Read through the lines below and copy the ones holding the string "Crescent".
***** Dataset records *****
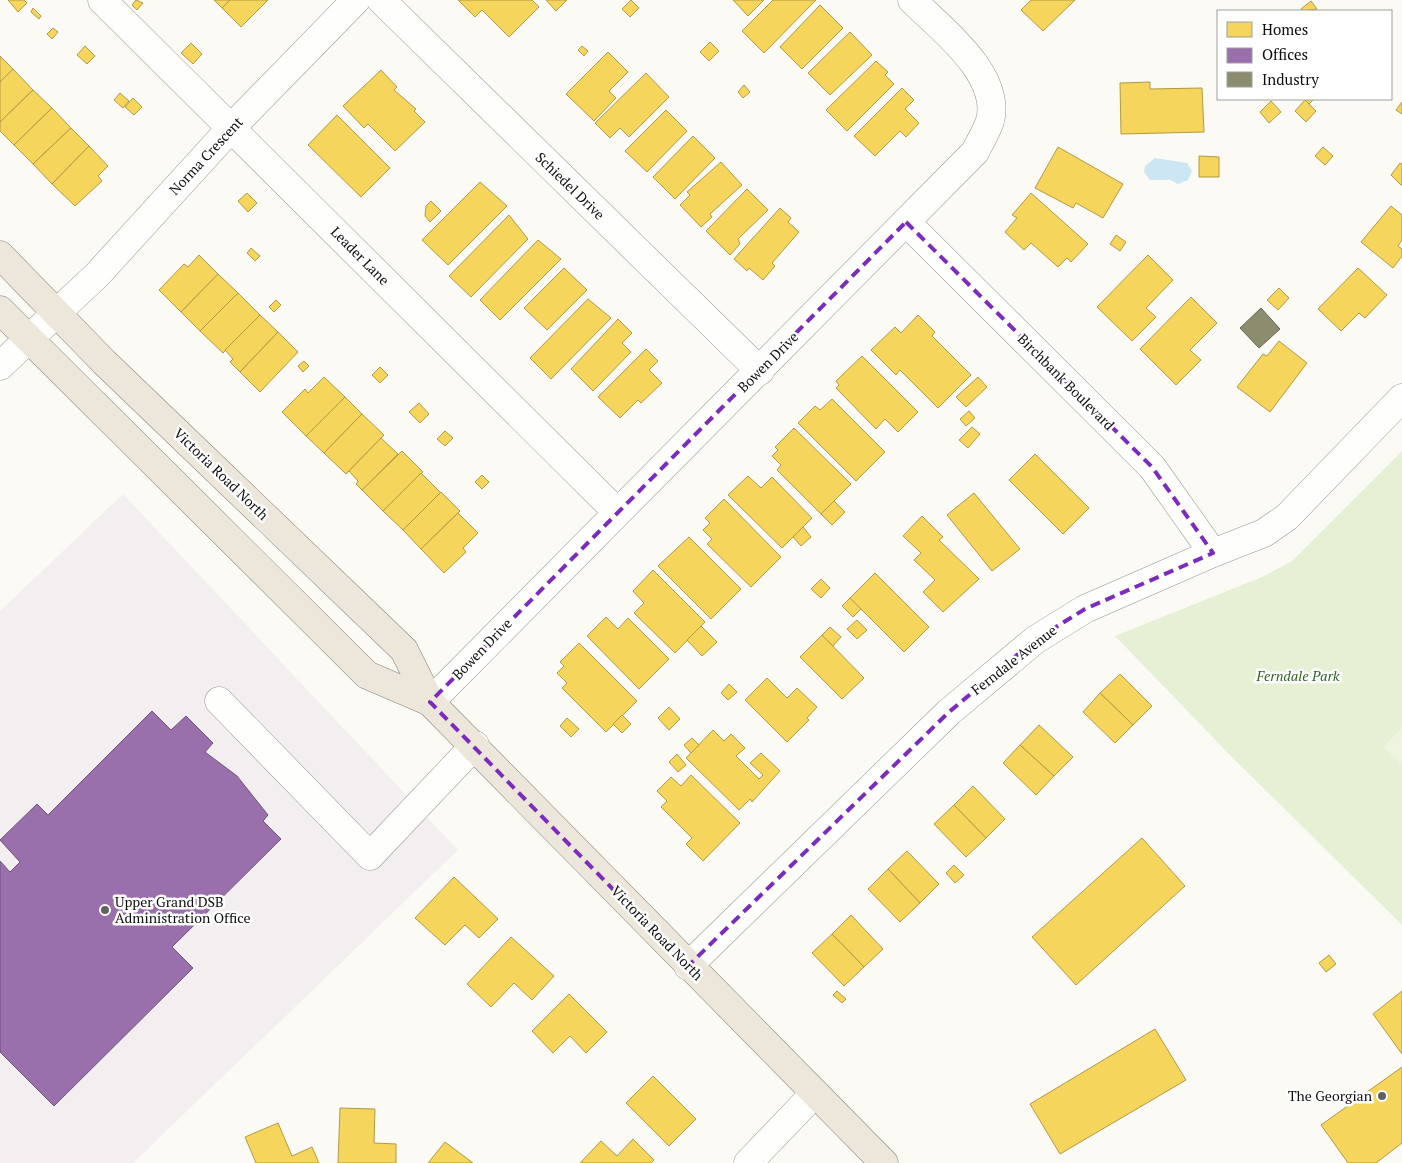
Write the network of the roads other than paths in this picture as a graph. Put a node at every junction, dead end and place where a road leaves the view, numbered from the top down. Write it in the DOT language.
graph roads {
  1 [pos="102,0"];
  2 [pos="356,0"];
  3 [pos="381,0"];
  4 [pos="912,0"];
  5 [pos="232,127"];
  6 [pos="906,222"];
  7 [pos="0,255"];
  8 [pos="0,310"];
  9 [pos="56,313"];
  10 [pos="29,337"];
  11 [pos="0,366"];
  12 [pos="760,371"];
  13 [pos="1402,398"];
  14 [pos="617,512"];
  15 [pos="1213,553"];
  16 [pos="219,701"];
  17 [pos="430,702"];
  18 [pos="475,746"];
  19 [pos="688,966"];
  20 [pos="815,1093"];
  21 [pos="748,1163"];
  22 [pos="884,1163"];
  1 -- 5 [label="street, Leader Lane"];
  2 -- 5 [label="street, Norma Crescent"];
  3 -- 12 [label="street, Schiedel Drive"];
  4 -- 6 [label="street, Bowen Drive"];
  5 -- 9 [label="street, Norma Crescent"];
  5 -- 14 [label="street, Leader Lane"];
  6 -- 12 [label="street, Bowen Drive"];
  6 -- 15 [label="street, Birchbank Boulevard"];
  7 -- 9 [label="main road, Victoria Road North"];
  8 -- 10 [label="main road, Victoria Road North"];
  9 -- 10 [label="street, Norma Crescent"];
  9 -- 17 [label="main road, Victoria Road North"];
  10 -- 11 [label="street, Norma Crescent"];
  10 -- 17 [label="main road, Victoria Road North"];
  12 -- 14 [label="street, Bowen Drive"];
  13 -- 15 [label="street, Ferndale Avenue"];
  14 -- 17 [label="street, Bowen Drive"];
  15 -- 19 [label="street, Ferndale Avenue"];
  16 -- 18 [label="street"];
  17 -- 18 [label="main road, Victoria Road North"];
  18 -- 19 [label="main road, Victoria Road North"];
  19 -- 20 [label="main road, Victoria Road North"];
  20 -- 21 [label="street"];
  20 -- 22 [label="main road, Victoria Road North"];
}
*****
***** Dataset records *****
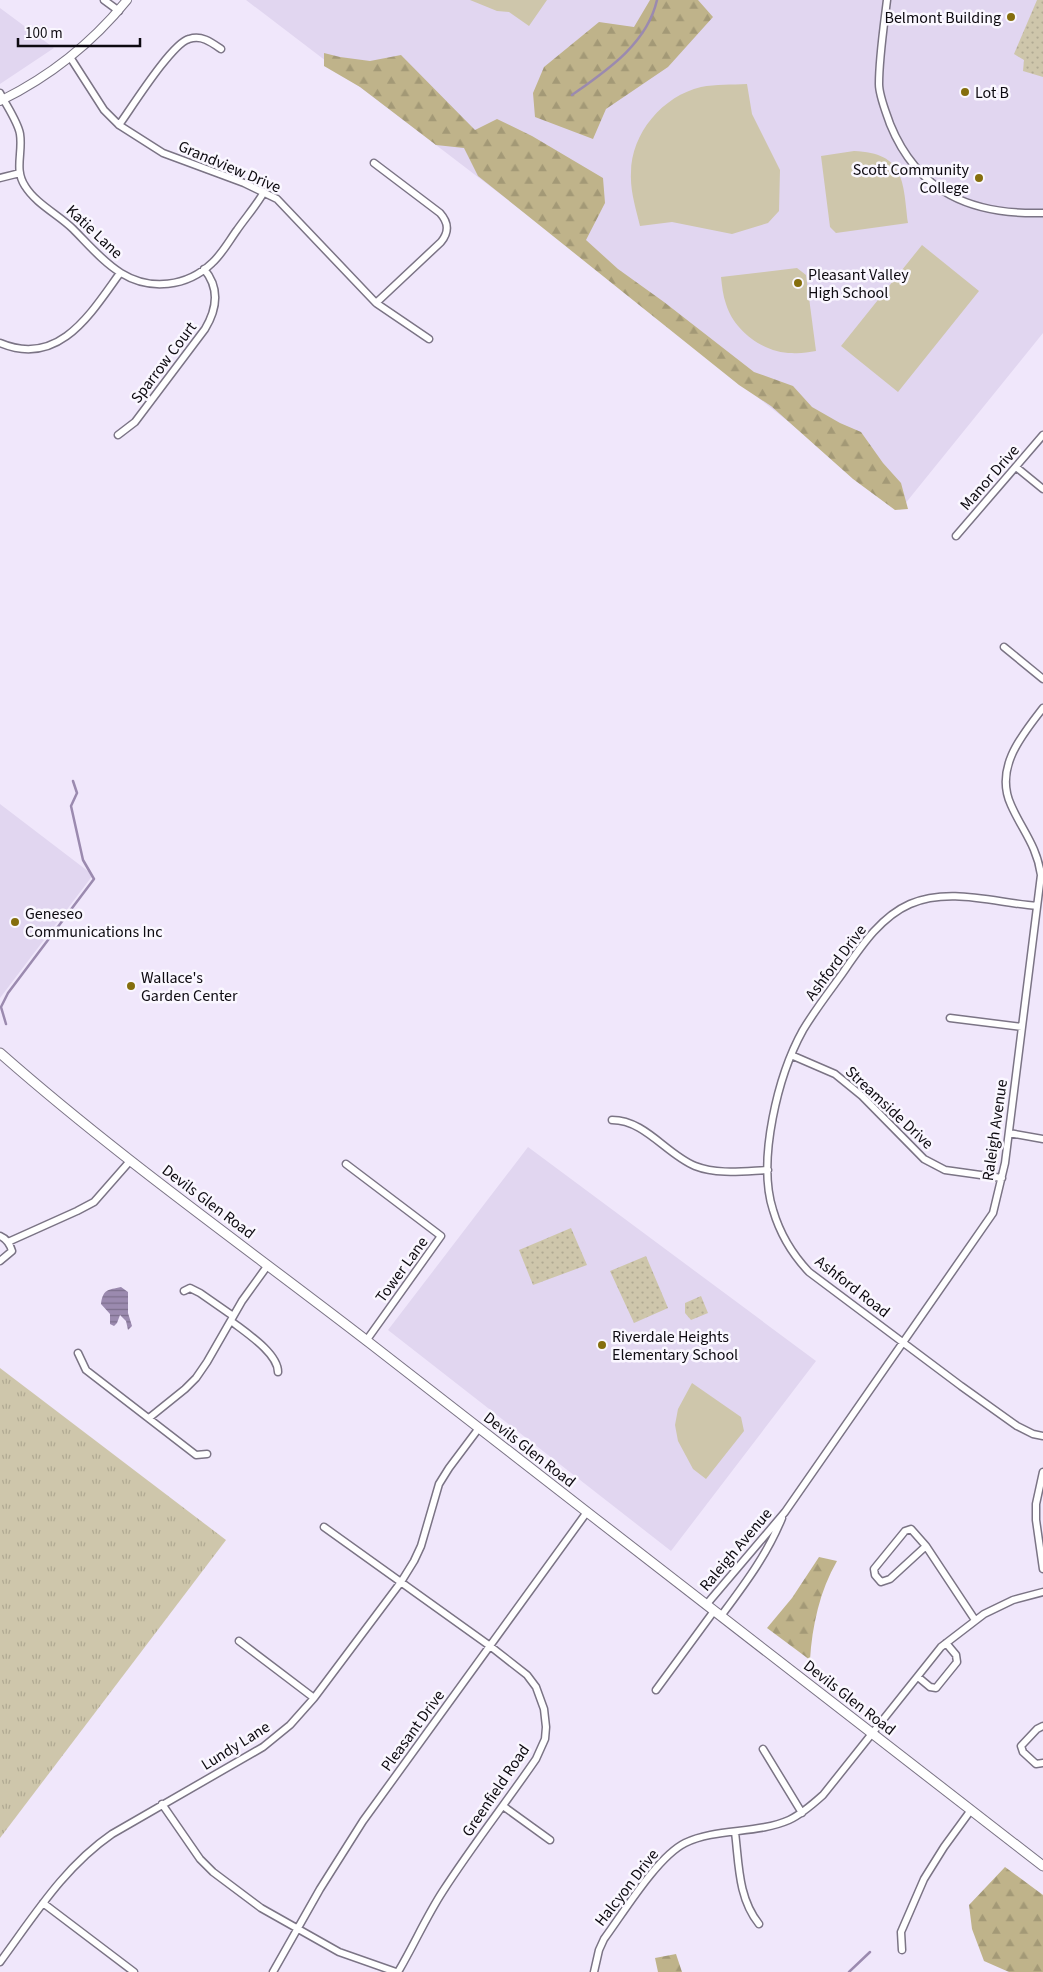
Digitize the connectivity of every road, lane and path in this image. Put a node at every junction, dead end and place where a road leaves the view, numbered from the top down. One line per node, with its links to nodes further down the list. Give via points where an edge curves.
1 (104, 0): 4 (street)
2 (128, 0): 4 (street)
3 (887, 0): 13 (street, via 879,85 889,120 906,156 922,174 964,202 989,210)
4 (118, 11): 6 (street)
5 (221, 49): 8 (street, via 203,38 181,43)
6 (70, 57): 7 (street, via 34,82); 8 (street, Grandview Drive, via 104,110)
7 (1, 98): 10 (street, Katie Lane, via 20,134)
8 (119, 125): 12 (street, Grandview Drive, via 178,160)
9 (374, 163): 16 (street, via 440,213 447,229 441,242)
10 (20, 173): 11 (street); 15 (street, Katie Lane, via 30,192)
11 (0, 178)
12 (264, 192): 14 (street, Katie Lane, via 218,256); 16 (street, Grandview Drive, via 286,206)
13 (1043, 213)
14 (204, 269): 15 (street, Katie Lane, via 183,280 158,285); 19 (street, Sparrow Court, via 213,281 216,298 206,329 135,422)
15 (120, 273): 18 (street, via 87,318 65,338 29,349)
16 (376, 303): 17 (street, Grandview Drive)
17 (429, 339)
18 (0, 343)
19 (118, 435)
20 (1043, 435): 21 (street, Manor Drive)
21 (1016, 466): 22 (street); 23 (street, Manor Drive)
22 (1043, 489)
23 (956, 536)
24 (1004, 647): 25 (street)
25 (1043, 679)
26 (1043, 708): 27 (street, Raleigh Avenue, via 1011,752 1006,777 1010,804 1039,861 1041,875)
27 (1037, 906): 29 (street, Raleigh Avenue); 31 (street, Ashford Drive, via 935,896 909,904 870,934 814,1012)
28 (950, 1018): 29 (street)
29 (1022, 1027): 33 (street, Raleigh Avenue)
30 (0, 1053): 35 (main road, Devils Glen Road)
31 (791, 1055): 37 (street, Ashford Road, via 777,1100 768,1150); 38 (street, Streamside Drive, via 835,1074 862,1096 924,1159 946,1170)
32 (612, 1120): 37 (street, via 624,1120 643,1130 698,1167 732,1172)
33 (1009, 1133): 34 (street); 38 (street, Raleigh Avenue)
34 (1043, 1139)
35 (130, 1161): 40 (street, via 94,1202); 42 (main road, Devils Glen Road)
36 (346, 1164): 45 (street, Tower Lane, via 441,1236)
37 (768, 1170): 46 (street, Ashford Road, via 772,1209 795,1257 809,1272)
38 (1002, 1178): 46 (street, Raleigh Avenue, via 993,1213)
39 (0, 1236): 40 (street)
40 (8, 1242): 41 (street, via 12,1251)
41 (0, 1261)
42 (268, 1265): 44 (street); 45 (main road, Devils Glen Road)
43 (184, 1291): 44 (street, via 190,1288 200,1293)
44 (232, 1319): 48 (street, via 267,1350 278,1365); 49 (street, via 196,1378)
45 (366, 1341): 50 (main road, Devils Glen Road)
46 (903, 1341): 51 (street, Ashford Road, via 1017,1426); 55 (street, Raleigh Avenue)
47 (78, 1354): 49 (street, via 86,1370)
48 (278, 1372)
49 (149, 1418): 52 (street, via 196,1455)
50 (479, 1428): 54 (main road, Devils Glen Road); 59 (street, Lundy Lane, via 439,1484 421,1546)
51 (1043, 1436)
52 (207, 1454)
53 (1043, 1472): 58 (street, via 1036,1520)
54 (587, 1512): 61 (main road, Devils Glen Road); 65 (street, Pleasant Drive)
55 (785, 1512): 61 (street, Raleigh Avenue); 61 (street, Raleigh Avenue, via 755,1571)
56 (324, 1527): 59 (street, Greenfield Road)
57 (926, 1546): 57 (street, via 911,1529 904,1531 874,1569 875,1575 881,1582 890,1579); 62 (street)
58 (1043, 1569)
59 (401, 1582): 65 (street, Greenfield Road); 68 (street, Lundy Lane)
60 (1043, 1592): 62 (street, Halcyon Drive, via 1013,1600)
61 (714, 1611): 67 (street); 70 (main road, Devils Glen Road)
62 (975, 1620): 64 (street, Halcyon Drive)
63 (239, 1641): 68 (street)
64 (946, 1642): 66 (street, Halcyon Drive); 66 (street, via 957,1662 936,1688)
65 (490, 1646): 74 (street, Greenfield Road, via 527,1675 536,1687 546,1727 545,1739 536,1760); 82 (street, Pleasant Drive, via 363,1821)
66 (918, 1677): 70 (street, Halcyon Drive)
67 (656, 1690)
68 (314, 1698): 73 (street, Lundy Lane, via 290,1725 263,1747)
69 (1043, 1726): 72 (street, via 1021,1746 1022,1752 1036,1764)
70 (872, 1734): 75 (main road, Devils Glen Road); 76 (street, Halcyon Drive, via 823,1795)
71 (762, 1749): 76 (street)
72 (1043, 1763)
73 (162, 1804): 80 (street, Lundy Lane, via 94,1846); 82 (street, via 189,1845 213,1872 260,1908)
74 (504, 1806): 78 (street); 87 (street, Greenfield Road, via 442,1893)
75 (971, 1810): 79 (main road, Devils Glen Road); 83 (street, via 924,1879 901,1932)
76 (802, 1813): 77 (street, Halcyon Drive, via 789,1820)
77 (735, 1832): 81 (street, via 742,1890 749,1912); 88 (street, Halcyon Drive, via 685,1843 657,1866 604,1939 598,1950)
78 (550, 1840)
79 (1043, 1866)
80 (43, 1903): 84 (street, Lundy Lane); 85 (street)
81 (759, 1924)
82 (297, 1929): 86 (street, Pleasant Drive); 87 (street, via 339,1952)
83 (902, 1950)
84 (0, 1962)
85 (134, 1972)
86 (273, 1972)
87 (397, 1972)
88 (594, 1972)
*****
-- Solution to the problem --
  2 -- 5 [label="street, Norma Crescent"];
  5 -- 9 [label="street, Norma Crescent"];
  9 -- 10 [label="street, Norma Crescent"];
  10 -- 11 [label="street, Norma Crescent"];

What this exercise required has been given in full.